Commodity prices have stabilized after recent weakness with some prices showing renewed strength. The fundamental imbalance between demand and supply and the vagaries of the weather continue to provide most of the surprises to the upside. Low inventories and surprisingly low rainfall in the mid west of the United States and in Europe have led to sharp spikes in the prices of wheat and corn. Both prices look like they could have further upside despite the recent large price rises. In the oil market the IEA (International Energy Agency) mentioned that they may move to release some strategic stocks in order to cap the rise in prices. JPMorgan research pointed out that the last time the IEA released stocks it led to a 20% fall in the oil price. Still strong demand for oil and the seeming limitations of OPEC to increase oil supply any weakness in oil is likely to lead to companies buying to rebuild inventories.
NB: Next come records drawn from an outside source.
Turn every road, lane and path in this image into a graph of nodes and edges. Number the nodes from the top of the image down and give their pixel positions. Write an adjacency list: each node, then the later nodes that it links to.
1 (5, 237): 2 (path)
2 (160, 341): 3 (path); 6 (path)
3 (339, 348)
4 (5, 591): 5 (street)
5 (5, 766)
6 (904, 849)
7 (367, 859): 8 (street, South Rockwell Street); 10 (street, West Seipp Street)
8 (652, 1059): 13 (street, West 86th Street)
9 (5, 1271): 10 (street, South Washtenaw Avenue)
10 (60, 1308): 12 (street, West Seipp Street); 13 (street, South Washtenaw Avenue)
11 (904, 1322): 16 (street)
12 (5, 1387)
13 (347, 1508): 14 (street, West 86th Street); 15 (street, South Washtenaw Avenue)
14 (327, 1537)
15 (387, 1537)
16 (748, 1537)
For investors, any setback in oil prices is a buying opportunity.
The stabilization of commodity prices brings the possibility of better news for the financial markets from a dip in inflation. The rapid rise in inflation has forced many central banks to raise interest rates at a far faster pace than the markets previously envisaged. One of the drivers of the rise in global inflation has been the rise in commodity prices. If commodity price maintain at least some of their recent weakness the level of inflation may fall back, reducing the pressure for further monetary tightening. Indeed in coming weeks we may see some economists starting to reduce their forecasts for inflation for May and June. The opposing argument is that the inflation genie is already out of the bottle. Core inflation (something that the central banks worry more about) has risen more than many had expected. Last week the report for Eurozone core inflation, which excludes the most volatile items, accelerated more than expected to 1.6% year-on-year from 1.3% year-on-year in the previous month. Inflation is also becoming more ingrained in the system, it is not just cyclical. I spent some time in Asia last week and much of the news in the press was about the rise in prices for many goods and services. In Hong Kong for example, the authorities increased the minimum wage pushing the price of many goods and services higher. The minimum wage was raised because the basic products that low-income people have to buy have gone up in price. Rises in wage costs tend to unleash a further round of price increases until the whole thing becomes circular and damaging to the economy.
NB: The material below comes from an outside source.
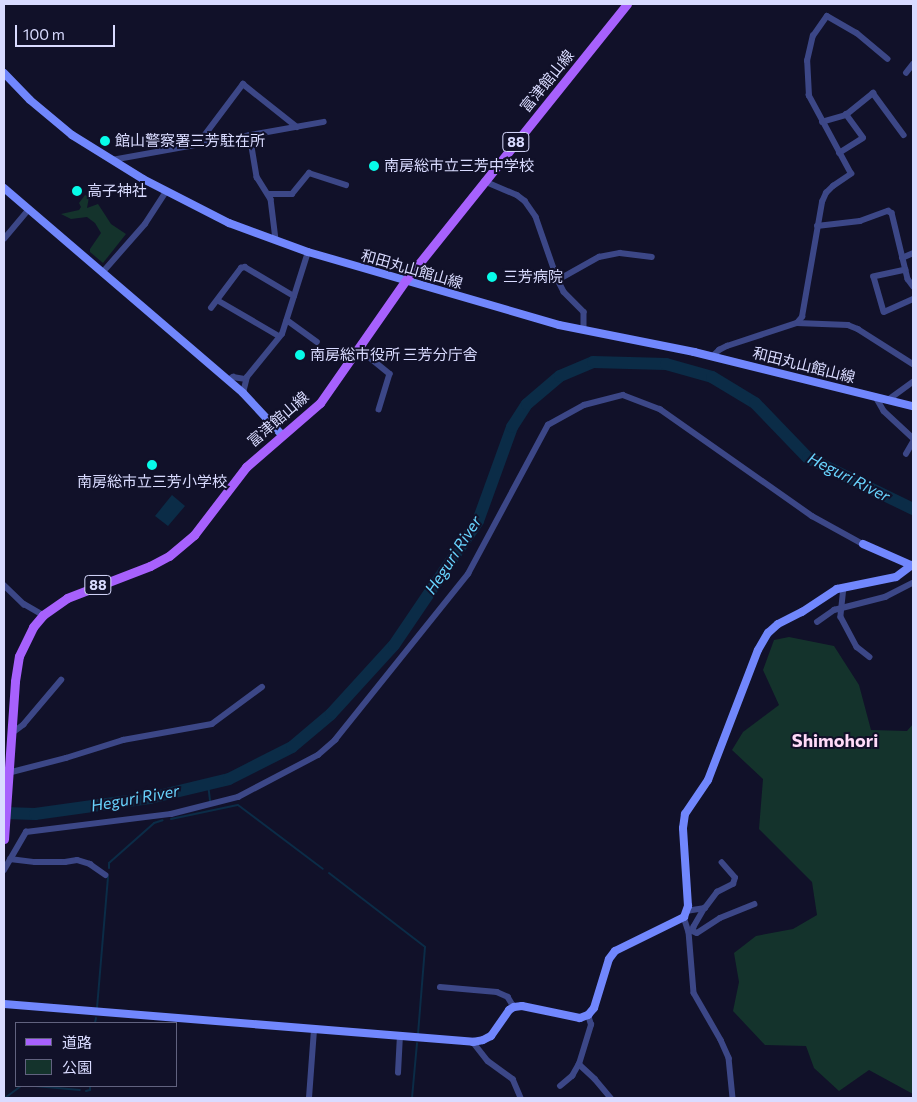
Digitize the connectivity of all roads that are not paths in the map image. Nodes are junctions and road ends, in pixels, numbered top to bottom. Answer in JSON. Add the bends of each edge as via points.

One strategy that Emirates NBD favours in equities at present is to focus on companies that are paying increasing dividends. In the financial crisis, in an unprecedented move, many companies cut dividends to preserve cash. However as the crisis has passed and the balance sheets of many companies have improved, many companies are willing to increase their dividends again. At a time when companies remain cautious about expanding their businesses- employment growth remains weak around the developed world, we expect more cash to be returned to shareholders through dividend increases and share buybacks. Those companies that return cash to shareholders should see good absolute performance.
The problems in the Eurozone continue to haunt the markets. The downgrade of the Greek sovereign debt rating to junk status by the credit rating agency Fitch sent Greek bond yields spiraling higher and bond prices lower. Greek government 10 year bonds now yield 16.2%. Also the problems for the Eurozone were compounded last weekend by the results of Spanish regional elections and street protests leading up to the elections. The incumbent Socialist government suffered its worst defeat in 30 years. In essence the voting population has registered its protest at the state of the economy but to be quite frank there are few alternative policies available to the current government. The financial markets want a reduction of government spending and a cut in government debt. The electorate wants economic growth and a marked fall in the rate of unemployment from the current rate of over 20%. The constraints on government are incompatible with a meaningful fall in unemployment. The Spanish situation remains a risk to global financial markets.